DIRECTIONS FOR THIS TASK: Which lines of the records contain "paths"? Collect every one of them.

[Saved data entries]
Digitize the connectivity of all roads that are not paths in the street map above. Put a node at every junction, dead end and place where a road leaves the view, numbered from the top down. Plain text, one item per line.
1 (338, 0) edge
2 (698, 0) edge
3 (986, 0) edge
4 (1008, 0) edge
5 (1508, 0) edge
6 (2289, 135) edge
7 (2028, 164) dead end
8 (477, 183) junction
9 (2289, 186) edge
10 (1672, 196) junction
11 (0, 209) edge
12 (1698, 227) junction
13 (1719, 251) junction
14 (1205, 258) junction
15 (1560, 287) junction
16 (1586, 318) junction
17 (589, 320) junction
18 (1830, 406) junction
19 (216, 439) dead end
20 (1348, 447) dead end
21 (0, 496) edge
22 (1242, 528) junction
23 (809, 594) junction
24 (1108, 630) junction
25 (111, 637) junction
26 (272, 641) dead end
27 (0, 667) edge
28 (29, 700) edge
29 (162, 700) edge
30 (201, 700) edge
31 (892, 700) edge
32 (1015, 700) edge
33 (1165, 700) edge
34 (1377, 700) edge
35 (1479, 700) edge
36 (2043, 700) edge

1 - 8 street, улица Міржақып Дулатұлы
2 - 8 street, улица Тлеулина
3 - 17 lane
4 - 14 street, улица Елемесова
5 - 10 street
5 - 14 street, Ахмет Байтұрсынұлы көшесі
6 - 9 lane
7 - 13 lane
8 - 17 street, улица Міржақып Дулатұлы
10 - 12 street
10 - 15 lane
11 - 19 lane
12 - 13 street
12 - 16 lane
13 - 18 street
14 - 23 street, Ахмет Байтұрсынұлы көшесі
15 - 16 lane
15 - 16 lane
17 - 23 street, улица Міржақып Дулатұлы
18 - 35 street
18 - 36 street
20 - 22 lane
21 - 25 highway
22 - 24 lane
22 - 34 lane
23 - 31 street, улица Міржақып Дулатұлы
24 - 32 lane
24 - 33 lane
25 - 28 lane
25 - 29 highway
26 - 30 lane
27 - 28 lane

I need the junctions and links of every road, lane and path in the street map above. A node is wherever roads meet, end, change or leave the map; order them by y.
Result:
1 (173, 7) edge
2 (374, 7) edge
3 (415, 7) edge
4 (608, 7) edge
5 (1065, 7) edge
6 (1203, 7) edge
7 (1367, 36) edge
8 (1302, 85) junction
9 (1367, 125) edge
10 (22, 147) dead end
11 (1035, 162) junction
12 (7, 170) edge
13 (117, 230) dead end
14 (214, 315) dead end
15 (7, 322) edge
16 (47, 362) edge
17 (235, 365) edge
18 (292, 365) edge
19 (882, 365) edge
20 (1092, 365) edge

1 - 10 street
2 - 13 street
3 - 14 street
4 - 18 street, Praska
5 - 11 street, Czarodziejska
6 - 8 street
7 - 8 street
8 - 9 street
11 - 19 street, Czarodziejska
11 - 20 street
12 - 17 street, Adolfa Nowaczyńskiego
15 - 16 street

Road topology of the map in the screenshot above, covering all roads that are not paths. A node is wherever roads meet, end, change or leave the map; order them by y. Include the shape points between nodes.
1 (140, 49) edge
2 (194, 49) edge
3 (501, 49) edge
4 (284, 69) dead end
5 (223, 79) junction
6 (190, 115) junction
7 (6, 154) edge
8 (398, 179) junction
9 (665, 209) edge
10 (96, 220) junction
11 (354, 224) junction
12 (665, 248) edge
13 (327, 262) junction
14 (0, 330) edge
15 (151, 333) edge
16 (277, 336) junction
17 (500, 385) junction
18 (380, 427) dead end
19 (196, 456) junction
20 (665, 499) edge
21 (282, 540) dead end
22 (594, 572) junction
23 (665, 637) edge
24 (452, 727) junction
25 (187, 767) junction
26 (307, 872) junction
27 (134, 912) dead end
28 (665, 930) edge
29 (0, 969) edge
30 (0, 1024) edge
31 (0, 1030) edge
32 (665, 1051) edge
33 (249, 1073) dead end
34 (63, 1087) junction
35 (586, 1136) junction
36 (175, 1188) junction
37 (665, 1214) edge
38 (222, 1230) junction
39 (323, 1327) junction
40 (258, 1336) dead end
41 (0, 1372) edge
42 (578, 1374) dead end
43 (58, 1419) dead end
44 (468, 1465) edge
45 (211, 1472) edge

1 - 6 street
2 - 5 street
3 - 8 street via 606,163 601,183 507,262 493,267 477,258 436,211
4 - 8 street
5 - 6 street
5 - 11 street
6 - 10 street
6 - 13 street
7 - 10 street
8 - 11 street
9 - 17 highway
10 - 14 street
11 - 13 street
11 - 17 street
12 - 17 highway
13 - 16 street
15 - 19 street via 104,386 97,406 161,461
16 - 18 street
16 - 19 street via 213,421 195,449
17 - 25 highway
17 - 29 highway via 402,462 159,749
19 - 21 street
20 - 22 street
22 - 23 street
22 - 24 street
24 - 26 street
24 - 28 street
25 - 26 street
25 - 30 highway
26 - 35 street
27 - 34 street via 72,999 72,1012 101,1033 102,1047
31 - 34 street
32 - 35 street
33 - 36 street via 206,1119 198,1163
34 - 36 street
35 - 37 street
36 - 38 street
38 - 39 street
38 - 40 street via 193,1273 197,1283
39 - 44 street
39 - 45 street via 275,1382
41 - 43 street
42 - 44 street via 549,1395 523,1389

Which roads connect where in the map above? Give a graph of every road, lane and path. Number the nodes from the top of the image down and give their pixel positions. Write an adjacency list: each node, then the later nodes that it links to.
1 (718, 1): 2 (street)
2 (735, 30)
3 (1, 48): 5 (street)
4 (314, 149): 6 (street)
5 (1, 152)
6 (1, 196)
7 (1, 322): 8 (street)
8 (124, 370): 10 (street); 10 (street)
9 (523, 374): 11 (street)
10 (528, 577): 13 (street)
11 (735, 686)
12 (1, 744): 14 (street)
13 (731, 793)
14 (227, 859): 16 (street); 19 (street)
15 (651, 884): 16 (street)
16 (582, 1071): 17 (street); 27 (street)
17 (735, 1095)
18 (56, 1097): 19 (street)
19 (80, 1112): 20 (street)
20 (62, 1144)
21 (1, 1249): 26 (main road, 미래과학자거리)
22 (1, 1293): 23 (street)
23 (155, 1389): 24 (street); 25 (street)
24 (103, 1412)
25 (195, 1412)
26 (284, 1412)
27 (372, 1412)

EXPECTED OUTPUT:
Digitize the connectivity of all roads that are not paths in the street map above. Put a node at every junction, dead end and place where a road leaves the view, numbered from the top down. Plain text, one item per line.
Road topology of the map in the screenshot above, covering all roads that are not paths. A node is wherever roads meet, end, change or leave the map; order them by y. Include the shape points between nodes.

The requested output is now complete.